To those cynics who suggest that the publication of a dead (or dying) author's bottom-drawer material is often nothing more than an unrepentant cash grab, I offer the following. Discovered shortly after Theodor Geisel (a.k.a. Dr. Seuss) passed away in 1991, What Pet Should I Get? was likely written in the early-1950s and either purposefully shelved or forgotten. Though perhaps the world simply wasn't ready for it – until now. Rarely are the essential ideologies of our time, including those of race, class, gender, animal rights, late capitalism and "ginger pride," examined with such acuity and precision. Simply put, What Pet Should I Get? is the most important work of cultural criticism of the year.
Its rigorously structured critique begins on the cover, which depicts a single, young male figure, centralized and watched imploringly by four prospective pets: This is a man's world, his body is the locus of power, and all lesser beings are subject to his approval. The boy's gaze, however, is directed upward – to heaven, to the title, where that singular "I" not only suggests the book's female character as a secondary, liminal figure, but that the boy's will is, in many ways, a manifestation of God's.
Yet Dr. Seuss ironizes this singularity on the book's first page. Outside a pet store stands that same boy, now accompanied by his sister; both are red(ish)heads wearing yellow shirts and blue jeans and the same hopeful, expectant expression as they ogle a vaguely feline creature in the window. The girl and cat-thing are further linked with red bows, reclaimed symbols of bondage that clutch her ponytail and noose its neck, while a prototypical bowl of milk foreshadows the matriarchal insurrection that will later transform the story.
After the collective pronoun is finally introduced – "We want a pet … Dad said we could have one" – the narrator also allows the girl a name ("Kay"). Into the shop they go, Kay trailing her brother like some deferential acolyte or lackey. Inside, our hero meets a dog. "I want him!" he screams, conflating his masculinized, proprietary desires with free-market consumerism. But meanwhile Kay has encountered another animal the colour of grape-flavoured gum: "I want THAT!" she declares in non-gender specific terms, despite suffering the crush of hegemonic masculinity from all sides: "Dad said to pick one. We can not take home two."

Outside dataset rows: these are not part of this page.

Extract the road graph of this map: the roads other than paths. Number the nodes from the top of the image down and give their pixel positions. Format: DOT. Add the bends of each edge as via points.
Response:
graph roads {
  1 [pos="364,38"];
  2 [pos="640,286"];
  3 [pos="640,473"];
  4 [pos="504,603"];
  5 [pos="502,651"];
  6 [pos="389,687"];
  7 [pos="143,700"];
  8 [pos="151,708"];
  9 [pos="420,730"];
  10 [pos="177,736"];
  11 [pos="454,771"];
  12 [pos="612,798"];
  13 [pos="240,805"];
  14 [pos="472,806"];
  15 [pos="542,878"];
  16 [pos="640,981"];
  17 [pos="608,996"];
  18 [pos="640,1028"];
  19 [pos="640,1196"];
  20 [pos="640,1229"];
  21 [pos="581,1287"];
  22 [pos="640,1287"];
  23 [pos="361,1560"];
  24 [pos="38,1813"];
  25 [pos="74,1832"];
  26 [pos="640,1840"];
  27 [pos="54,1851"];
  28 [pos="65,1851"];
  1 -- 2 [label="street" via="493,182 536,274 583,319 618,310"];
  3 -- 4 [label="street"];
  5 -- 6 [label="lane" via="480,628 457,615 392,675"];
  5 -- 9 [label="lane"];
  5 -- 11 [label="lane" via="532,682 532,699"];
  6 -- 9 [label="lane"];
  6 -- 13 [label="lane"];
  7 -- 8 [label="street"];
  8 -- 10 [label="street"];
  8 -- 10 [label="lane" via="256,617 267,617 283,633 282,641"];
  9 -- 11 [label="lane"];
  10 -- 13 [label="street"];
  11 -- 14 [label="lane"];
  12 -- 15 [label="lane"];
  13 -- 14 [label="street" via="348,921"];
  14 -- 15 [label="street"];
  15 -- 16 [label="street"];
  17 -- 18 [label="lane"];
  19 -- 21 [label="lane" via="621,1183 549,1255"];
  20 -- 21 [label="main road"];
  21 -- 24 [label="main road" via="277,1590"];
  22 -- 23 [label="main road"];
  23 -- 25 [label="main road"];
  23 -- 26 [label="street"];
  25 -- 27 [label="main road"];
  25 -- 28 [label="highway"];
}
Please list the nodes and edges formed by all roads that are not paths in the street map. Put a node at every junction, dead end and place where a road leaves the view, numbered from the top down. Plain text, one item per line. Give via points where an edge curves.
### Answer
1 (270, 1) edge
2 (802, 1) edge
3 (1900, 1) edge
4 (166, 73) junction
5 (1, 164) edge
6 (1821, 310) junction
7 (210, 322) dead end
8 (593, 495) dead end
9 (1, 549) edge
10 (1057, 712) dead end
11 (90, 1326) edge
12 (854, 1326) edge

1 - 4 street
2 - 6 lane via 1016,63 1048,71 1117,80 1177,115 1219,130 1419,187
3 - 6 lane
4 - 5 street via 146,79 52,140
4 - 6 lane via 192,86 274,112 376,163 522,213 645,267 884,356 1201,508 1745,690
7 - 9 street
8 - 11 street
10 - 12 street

The absence of a mother figure here is telling: Dad is the grand arbiter of the household, the paterfamilias whose rule is law. Yet that authority rots from within, as the gluttony of the capitalist project begins to overwhelm the boy with an excess of choice. Some make of bug-eyed rodent affixes itself to him, while a miniature hyena with a lightning bolt for a tail earns Kay's attention. "MAKE UP YOUR MIND," demands a cavalcade of terrifying creatures slinking through the boy's subconscious. These beasts defy taxonomy: an orange pelican with a poodle's tail; a gleefully loping, furry moose; a possible Morlock.
Brother and sister then face each other, in profile, as equals. His expression betrays the panic of faltering power, while hers expresses glee at her blossoming agency. (Here too the book's first mention of "Mother" elides the preceding homo-Electra complex; mirroring her daughter's new-found liberation from masculine oversight, she has instructed her children to "be back by noon.") "And I could have done it," claims the boy. "I could have [exercised my inherent white male privilege and] said what pet we should get." But not so fast! Kay, realizing that she is in no way beholden to phallocentric whims, wheels away. "Do you know what she did?" the boy demands, with the typical incredulousness of emasculation. She has seen some fish, and now she wants those too.
With the patrimony of his father's directive shattering around him, in a sort of delirium the boy wonders, "How could I pick one? [...] That is what my dad said. But how could I make up that mind in my head?" The boy is bewildered and lost, and his pet fantasies descend into the surreal, culminating with a grotesque abomination (mole's face, tiger's body) so enormous that it requires, in a twist of class anxiety, independent housing that the father cannot afford.
Just as the boy approaches anarchic revelation – "What if we took one of each kind of pet?" – he retreats to the paternalistic legacy that enslaves him: "Dad would be mad. We can only have one. If we do not choose, we will end up with NONE." (The horror.)
The story ends with the boy leading the way out to the street, a pair of animalistic eyes blinking out of a basket on his head. Kay follows behind. The red-ribboned, cat-like organism peers on from the storefront vitrine.
On first glance, it seems that we have returned to a normative narrative, with the male character relegating his sister to a subservient role. But the basket is tied with red ribbon, the book's symbol of feminized community. And Kay's eyes do not follow her brother's, but focus on her new pet (whatever it might be). The suggestion is that the dominant order of misogyny and sexism has been flustered, even usurped; something new awaits.
Even the most skeptical reader will surely admire What Pet Should I Get?, in its initial printing of one million copies, as a text on the front lines of the revolution – and as a satire of old forms, perhaps, and at the very least an attempt at parody.